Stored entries
■ ■ ■ ■ ■ ■ ■

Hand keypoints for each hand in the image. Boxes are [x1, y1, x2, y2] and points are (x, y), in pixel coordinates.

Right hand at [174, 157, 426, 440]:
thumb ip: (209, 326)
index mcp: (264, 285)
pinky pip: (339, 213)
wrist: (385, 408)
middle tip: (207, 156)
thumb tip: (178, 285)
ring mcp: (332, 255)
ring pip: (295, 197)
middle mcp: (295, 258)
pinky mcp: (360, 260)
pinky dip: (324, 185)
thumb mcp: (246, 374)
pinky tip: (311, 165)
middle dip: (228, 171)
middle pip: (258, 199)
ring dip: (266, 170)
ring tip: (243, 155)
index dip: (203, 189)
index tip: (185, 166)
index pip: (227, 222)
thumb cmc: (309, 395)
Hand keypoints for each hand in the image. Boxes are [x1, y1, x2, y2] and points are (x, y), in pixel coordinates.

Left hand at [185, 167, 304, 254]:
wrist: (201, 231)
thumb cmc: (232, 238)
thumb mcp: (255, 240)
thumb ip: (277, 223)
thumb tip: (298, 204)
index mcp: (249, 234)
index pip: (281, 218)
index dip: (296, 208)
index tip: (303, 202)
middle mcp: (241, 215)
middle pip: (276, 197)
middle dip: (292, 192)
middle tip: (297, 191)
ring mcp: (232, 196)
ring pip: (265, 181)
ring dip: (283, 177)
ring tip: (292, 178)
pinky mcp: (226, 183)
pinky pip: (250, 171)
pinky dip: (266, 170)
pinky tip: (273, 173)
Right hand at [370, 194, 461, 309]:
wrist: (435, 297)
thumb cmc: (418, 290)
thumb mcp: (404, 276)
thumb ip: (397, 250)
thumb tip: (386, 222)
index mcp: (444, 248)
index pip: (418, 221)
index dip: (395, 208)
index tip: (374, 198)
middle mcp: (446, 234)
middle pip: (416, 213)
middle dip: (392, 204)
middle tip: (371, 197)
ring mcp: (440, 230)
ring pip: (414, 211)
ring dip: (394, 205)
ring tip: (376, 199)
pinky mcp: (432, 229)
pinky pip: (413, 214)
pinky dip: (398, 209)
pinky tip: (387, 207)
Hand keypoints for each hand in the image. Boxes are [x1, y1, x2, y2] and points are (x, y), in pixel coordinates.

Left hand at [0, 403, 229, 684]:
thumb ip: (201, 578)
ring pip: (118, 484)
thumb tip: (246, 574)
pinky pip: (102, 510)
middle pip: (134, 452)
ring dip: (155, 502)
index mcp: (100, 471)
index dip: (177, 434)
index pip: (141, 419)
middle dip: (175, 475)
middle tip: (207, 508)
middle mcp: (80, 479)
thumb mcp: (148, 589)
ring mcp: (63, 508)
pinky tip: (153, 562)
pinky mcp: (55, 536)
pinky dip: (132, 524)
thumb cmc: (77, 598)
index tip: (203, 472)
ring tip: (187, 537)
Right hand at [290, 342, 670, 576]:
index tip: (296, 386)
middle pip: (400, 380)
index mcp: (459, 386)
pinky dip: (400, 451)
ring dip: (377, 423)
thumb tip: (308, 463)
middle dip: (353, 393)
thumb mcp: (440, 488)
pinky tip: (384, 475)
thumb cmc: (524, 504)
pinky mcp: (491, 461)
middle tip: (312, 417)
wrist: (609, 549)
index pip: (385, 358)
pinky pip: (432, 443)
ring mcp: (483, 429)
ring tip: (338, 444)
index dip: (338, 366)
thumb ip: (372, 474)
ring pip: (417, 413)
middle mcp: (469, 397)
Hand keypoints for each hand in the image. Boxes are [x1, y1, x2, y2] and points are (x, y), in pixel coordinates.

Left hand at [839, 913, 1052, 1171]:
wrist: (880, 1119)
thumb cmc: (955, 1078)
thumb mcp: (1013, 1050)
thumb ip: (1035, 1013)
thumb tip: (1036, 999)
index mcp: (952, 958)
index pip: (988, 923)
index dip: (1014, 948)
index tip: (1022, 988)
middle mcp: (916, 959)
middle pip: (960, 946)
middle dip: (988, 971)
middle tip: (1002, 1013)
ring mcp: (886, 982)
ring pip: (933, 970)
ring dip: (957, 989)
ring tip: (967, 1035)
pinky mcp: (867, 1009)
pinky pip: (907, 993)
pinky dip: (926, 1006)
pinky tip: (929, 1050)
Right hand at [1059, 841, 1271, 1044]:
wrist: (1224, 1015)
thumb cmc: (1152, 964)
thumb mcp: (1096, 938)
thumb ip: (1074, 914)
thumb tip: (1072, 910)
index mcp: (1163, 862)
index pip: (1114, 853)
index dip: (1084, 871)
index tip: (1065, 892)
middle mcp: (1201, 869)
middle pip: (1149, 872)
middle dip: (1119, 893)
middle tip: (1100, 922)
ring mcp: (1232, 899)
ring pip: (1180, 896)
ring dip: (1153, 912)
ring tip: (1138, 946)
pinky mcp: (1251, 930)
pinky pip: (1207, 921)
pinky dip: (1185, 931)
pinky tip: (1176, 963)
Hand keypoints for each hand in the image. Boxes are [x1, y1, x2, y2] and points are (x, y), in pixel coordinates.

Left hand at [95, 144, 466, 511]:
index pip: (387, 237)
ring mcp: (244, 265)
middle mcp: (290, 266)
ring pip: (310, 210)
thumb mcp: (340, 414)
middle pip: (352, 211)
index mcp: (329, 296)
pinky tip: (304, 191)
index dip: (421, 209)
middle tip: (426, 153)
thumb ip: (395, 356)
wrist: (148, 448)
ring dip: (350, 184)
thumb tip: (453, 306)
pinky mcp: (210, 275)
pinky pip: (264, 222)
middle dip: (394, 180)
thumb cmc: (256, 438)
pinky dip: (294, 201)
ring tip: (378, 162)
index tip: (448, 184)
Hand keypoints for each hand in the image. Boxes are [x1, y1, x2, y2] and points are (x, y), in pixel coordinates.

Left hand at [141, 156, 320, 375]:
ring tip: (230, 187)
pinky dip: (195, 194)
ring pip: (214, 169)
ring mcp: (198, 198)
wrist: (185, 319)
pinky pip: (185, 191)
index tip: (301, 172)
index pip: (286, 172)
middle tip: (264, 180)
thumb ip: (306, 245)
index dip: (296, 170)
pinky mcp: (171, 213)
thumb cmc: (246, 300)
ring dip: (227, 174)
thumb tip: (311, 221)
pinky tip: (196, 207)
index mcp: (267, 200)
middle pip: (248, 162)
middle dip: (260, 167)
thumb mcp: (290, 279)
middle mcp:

■ ■ ■ ■ ■ ■ ■

* _What needs to be done_
Going back over the entries above, copy word for word every line from the one that has "thumb mcp: (1013, 1050)" on through the one that has "pinky pip: (907, 993)".

* _Answer box_
thumb mcp: (1013, 1050)
thumb ip: (1035, 1013)
thumb tip: (1036, 999)
index mcp: (952, 958)
index pip: (988, 923)
index dip: (1014, 948)
index tip: (1022, 988)
middle mcp: (916, 959)
middle pip: (960, 946)
middle dip: (988, 971)
middle tip: (1002, 1013)
ring mcp: (886, 982)
ring pip: (933, 970)
ring dip: (957, 989)
ring tip: (967, 1035)
pinky mcp: (867, 1009)
pinky pip: (907, 993)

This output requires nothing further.